Summary
upholding summary judgment for the defendant county because the defendant officer, who shot and killed the plaintiff, did not use excessive force
Summary of this case from Sharkey v. Humphreys Cnty.Opinion
No. 05-40457.
February 15, 2006.
Christopher Douglas Vaughn (argued), Melville Johnson, Atlanta, GA, for Plaintiffs-Appellants.
Charles Straith Frigerio (argued), Hector X. Saenz, Law Offices of Charles S. Frigerio, San Antonio, TX, for Defendants-Appellees.
On Appeal from the United States District Court for the Eastern District of Texas.
Before JONES, Chief Judge, and KING and DENNIS, Circuit Judges.
The appellants, various relatives of decedent Jerry Lynn Anderson, appeal from the district court's grant of summary judgment in favor of appellees Hopkins County, Texas, and Sheriff Charles Adams, as well as three evidentiary decisions made by the district court in the course of trial against Deputy Sheriff Matt Hooper. Hooper shot and killed Anderson as Anderson was attempting to evade arrest by running down Hooper in his truck.
After carefully considering the briefs, oral argument, and pertinent parts of the record, we conclude that the appellants' objections to the evidentiary decisions made by the district court are without merit, and that the district court did not abuse its discretion in making its rulings.

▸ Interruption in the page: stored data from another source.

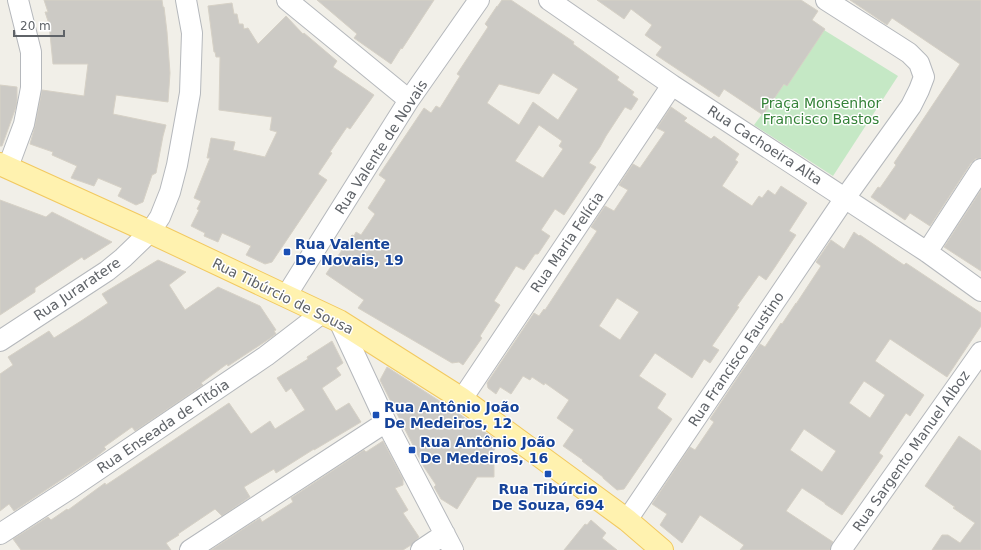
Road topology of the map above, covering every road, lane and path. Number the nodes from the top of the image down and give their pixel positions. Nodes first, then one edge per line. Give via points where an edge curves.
1 (18, 0) edge
2 (186, 0) edge
3 (287, 0) edge
4 (479, 0) edge
5 (549, 0) edge
6 (826, 0) edge
7 (672, 85) junction
8 (410, 100) junction
9 (4, 165) edge
10 (981, 169) edge
11 (845, 198) junction
12 (150, 232) junction
13 (927, 252) junction
14 (981, 291) edge
15 (286, 296) junction
16 (330, 317) junction
17 (0, 341) edge
18 (981, 352) edge
19 (462, 399) junction
20 (386, 422) junction
21 (626, 520) junction
22 (0, 534) edge
23 (449, 542) edge
24 (190, 550) edge
25 (421, 550) edge
26 (662, 550) edge
27 (841, 550) edge

1 - 9 street via 31,52 31,88 24,124
2 - 12 street, Rua Juraratere via 192,33 190,93 172,186 160,217
3 - 8 street
4 - 8 street, Rua Valente de Novais
5 - 7 street, Rua Cachoeira Alta
6 - 11 street, Rua Francisco Faustino via 908,53 919,63 924,77 912,106
7 - 11 street, Rua Cachoeira Alta
7 - 19 street, Rua Maria Felícia
8 - 15 street, Rua Valente de Novais
9 - 12 main road, Rua Tibúrcio de Sousa
10 - 13 street
11 - 13 street, Rua Cachoeira Alta
11 - 21 street, Rua Francisco Faustino
12 - 15 main road, Rua Tibúrcio de Sousa
12 - 17 street, Rua Juraratere via 107,271
13 - 14 street, Rua Cachoeira Alta
15 - 16 main road, Rua Tibúrcio de Sousa
16 - 19 main road, Rua Tibúrcio de Sousa
16 - 20 street
16 - 22 street, Rua Enseada de Titóia via 266,356
18 - 27 street, Rua Sargento Manuel Alboz
19 - 21 main road, Rua Tibúrcio de Sousa
20 - 23 street
20 - 24 street
21 - 26 main road, Rua Tibúrcio de Sousa
23 - 25 street

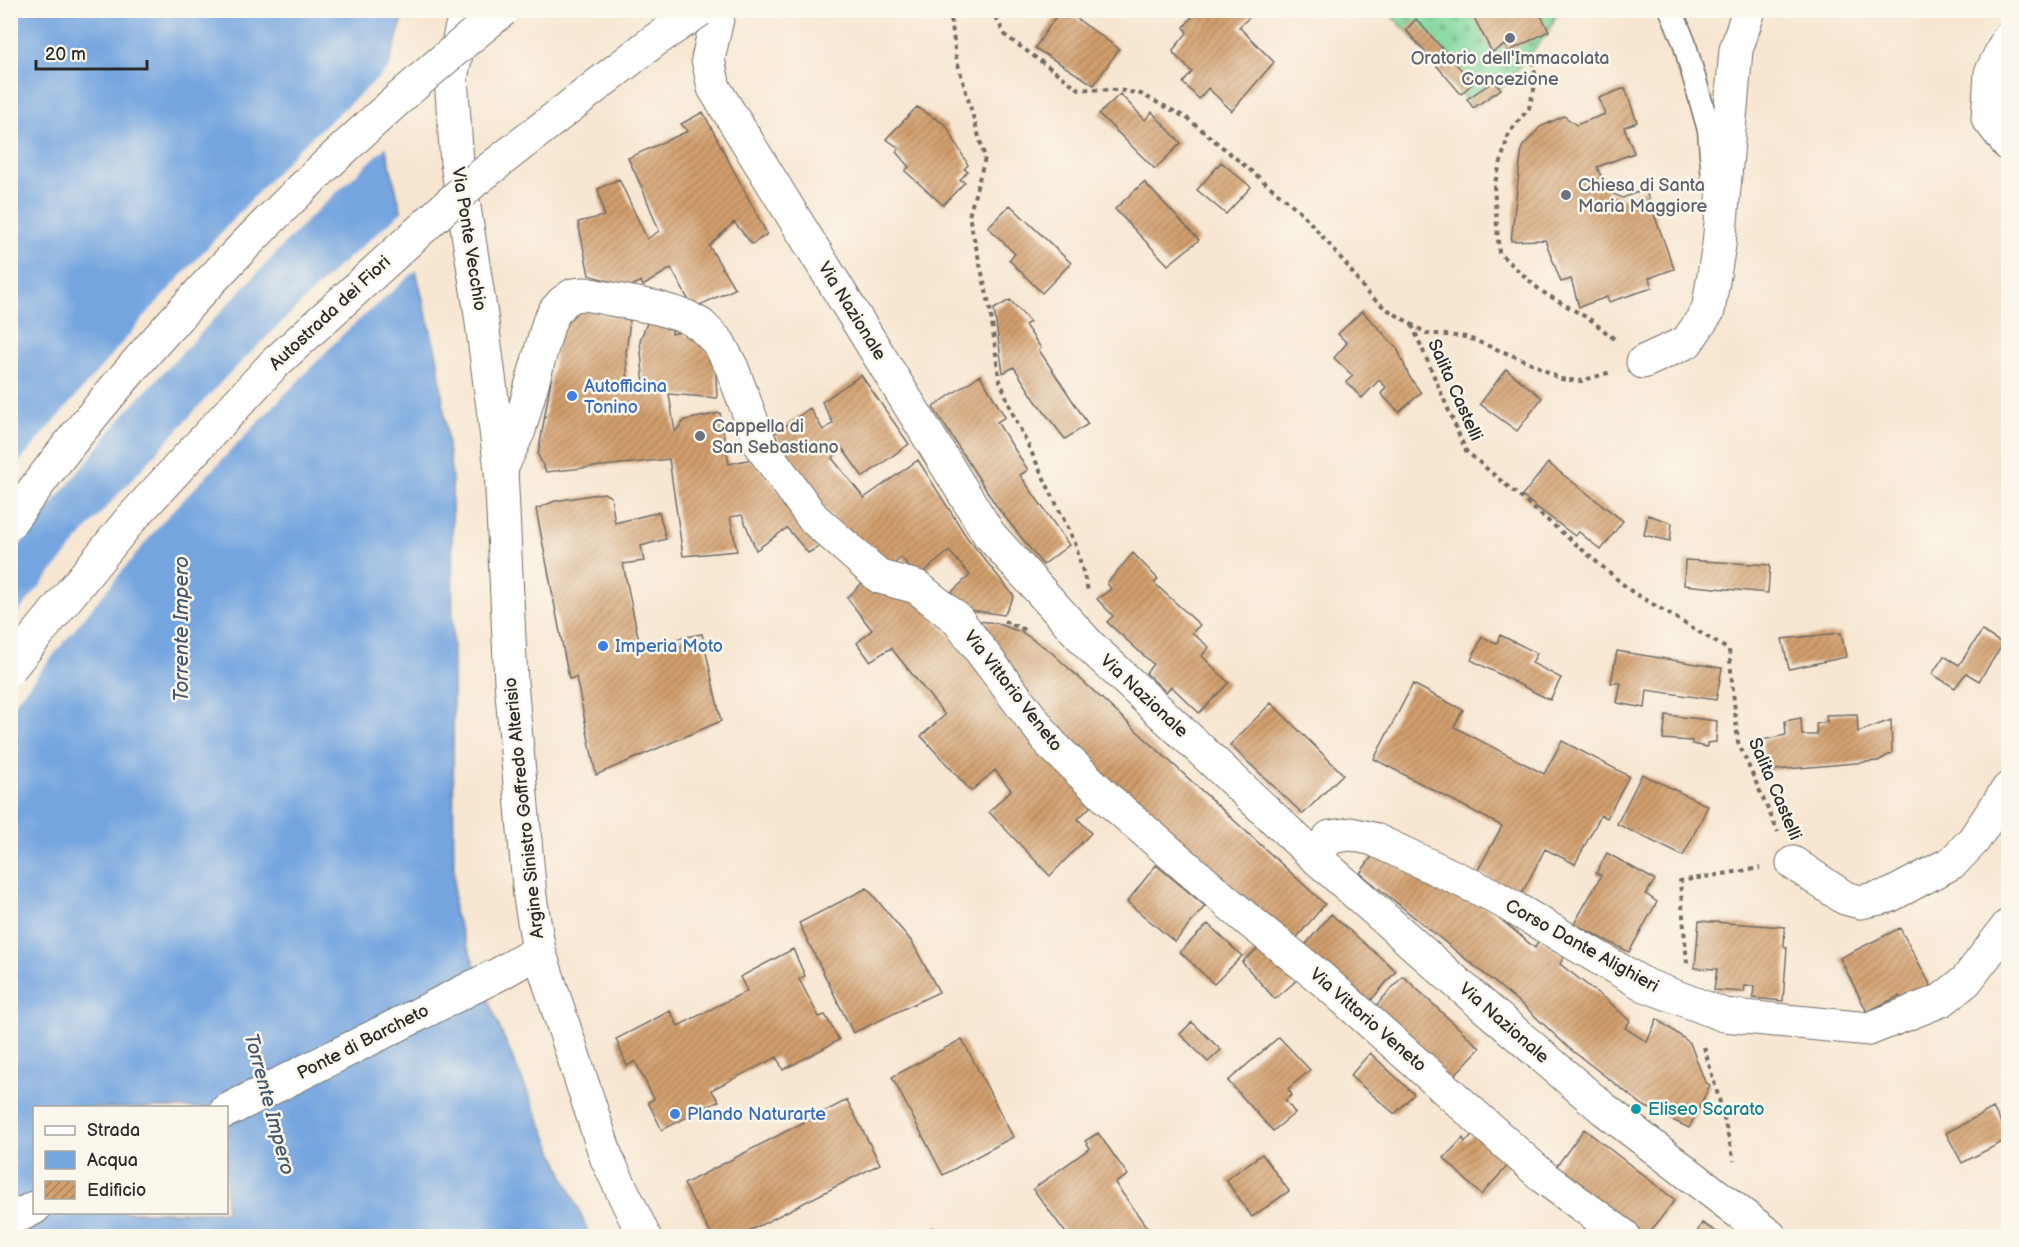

Only one of the challenged rulings merits comment. The appellants argue that the district court erred in admitting evidence that Anderson possessed and was under the influence of methamphetamine at the time of his death. A plastic bag containing methamphetamine was found with Anderson subsequent to the shooting, and an autopsy revealed that Anderson had ingested methamphetamine. Appellants contend that the methamphetamine evidence was completely irrelevant to the issue whether Hooper used excessive force, since Hooper could not have conclusively determined that Anderson possessed or had ingested methamphetamine until after Anderson's death. Alternatively, the appellants argue that the methamphetamine evidence should have been excluded because its probative value, if any, was substantially outweighed by its prejudicial impact. See FED.R.EVID. 403.
The first argument is plainly insufficient: Hooper's mental state and his impressions of Anderson's condition at the time of the shooting were directly at issue during the trial because Hooper raised a defense of qualified immunity, claiming in part that his actions were objectively reasonable under the circumstances. Hooper testified that he believed Anderson to be under the influence of methamphetamine immediately before the shooting — an impression based on his actual glimpses of Anderson's face just before the shooting; on Anderson's erratic driving; and on Anderson's connection to a known drug house. Consequently, the evidence that Anderson both possessed and was under the influence of methamphetamine at the time of his death was highly relevant as it tended to corroborate Hooper's testimony about his own perception of events. In short, the district court's decision to admit the methamphetamine evidence does not appear to have been error at all, and does not qualify as an abuse of discretion.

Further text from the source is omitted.